Dalam rangka menumbuhkan kreativitas sekaligus menanamkan kepedulian terhadap lingkungan sejak usia dini, PAUD Bina Kasih dan RA Nurudzulaam Desa Gunung Putih menggelar Karnaval Busana Kreatif dari Bahan Daur Ulang pada Jumat, 26 September 2025. Kegiatan ini berlangsung meriah dan penuh warna, diikuti oleh seluruh peserta didik, guru, serta dukungan antusias dari para orang tua.

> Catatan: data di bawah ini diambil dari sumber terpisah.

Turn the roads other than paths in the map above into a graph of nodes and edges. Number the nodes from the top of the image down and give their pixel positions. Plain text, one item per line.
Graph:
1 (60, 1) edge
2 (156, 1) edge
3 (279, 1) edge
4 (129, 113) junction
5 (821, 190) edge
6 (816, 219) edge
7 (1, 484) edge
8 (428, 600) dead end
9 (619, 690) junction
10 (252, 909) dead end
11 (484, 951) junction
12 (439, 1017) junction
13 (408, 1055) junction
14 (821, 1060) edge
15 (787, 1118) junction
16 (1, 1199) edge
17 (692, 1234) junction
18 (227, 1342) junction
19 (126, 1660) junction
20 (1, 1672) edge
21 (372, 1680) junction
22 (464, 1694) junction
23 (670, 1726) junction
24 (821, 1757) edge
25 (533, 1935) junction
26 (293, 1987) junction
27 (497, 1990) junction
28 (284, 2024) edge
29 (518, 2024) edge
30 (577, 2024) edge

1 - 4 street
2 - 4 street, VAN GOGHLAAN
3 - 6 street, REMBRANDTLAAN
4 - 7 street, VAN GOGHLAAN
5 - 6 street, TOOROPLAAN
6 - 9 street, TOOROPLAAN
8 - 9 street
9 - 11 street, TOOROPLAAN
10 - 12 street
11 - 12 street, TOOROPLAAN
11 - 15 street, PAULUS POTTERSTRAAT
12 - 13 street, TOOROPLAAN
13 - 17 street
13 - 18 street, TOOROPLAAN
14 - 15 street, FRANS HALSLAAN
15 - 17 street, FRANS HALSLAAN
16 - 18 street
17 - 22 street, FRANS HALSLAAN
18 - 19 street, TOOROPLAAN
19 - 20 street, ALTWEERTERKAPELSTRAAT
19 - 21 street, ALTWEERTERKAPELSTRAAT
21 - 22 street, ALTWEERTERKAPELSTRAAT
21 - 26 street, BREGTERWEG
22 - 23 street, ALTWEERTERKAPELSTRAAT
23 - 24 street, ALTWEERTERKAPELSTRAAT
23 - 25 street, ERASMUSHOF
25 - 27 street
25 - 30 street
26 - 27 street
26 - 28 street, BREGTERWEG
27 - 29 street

Anak-anak tampil percaya diri mengenakan kostum hasil karya bersama orang tua yang dibuat dari berbagai bahan daur ulang seperti kertas bekas, plastik, karung, botol air mineral, dan bahan nonorganik lainnya. Setiap kostum menunjukkan ide kreatif dan pesan lingkungan yang kuat, seperti ajakan mengurangi sampah, mencintai bumi, dan mendaur ulang barang bekas menjadi sesuatu yang bermanfaat.
Kepala PAUD Bina Kasih, Sri Widayah menyampaikan bahwa kegiatan ini bertujuan untuk menanamkan nilai-nilai kreativitas, keberanian tampil, serta kesadaran menjaga lingkungan kepada anak-anak sejak dini. “Melalui kegiatan ini, anak-anak belajar bahwa barang bekas pun bisa menjadi sesuatu yang indah dan berguna jika kita kreatif,” ujarnya.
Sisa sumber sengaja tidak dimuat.